I. Vouchers for religious schools: Carson v. Makin

The decision

The Supreme Court considered a First Amendment challenge to a Maine law that provides private school tuition assistance to families in school districts in rural parts of the state that lack a public secondary school as long as the private school receiving the assistance is nonsectarian, or non-religious. Maine added the nonsectarian requirement to its law in 1981 out of concern that providing direct aid to religious schools would violate the Establishment Clause of the First Amendment. The lower courts agreed with the state that this restriction was constitutional because it prohibited public funds from being used for religious purposes, consistent with the Establishment Clause.

Writing for the court’s 6-3 majority, Chief Justice John Roberts reversed the lower courts and held that the Maine law violated the Free Exercise Clause by allowing tuition assistance for private nonsectarian schools while prohibiting it from going to religious ones. The court held that Maine is not obligated to fund religious schools, and that it could instead provide public secondary school options to all students in the state. However, since the state has chosen to allow tuition assistance to nonsectarian private schools, barring religious schools from receiving the same public funds amounted to unconstitutional discrimination against religion.

The dissent

Justice Stephen Breyer dissented, along with Justices Elena Kagan and Sonia Sotomayor. In the dissent’s view, the Maine law restricts funds from religious schools not due to their religious character, but rather due to their use for religious instruction, a distinction the Supreme Court had previously recognized as constitutional. It cautions that “state funding of religious activity risks the very social conflict based upon religion that the Religion Clauses were designed to prevent.”

Justice Breyer’s dissent raises alarm about the implications of the Carson decision for other state laws prohibiting government funding of religious instruction. He asks whether the decision “mean[s] that a public school district that pays for public schools must pay equivalent funds to parents who wish to send their children to religious schools? Does it mean that school districts that give vouchers for use at charter schools must pay equivalent funds to parents who wish to give their children a religious education?”
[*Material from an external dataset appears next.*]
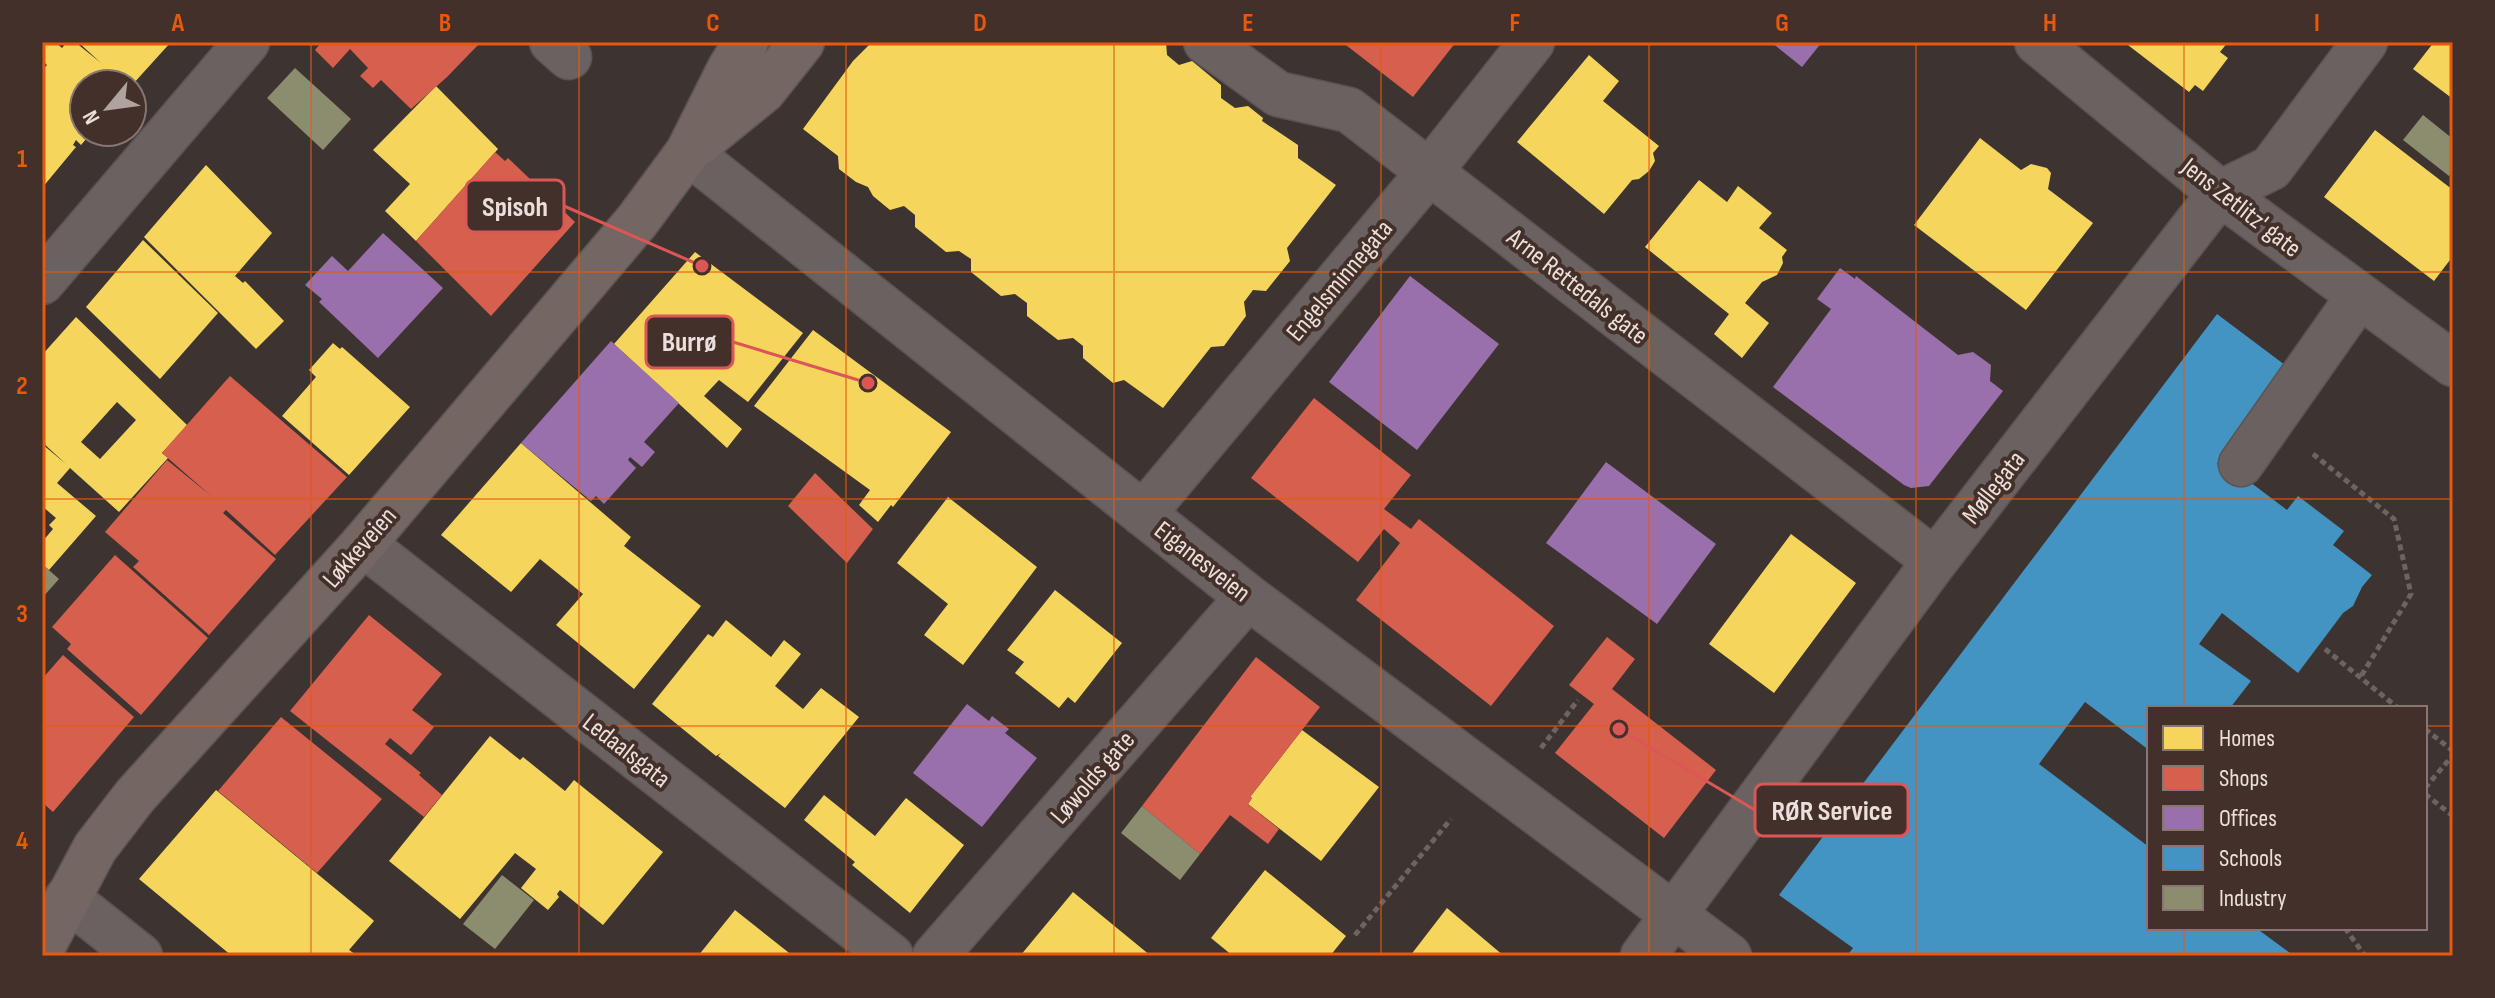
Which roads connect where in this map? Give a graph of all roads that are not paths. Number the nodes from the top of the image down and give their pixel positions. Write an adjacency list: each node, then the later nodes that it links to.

The dissent would have allowed the Maine law to stand because it “supports, rather than undermines, the Religion Clauses’ goal of avoiding religious strife.” Justice Breyer points out that the religious schools themselves expressed concern that receiving public funds might require them to alter their educational programs. Finally, the dissent argues that the court’s decision marks a concerning shift away from government neutrality toward religion that will undermine religious pluralism.

What it means for Minnesota educators

Like the court’s decision in Espinoza v. Montana Department of Treasury (2020), this decision moves the U.S. closer to a legal regime where any restriction on government funding for religious education is unconstitutional. This would be a dramatic shift in the Supreme Court’s interpretation of the First Amendment that would negatively impact the resources available to public schools. For now, however, the court insists that public funding for private schools is not required unless the district makes the same funding available to private nonsectarian religious schools.

Because Minnesota does not currently allow vouchers for any private school tuition, this decision would not immediately require the state to fund private religious schools. That would likely change if Minnesota fails to retain a pro-public education majority in the Legislature or the Governor’s office, underscoring the urgency of this fall’s elections.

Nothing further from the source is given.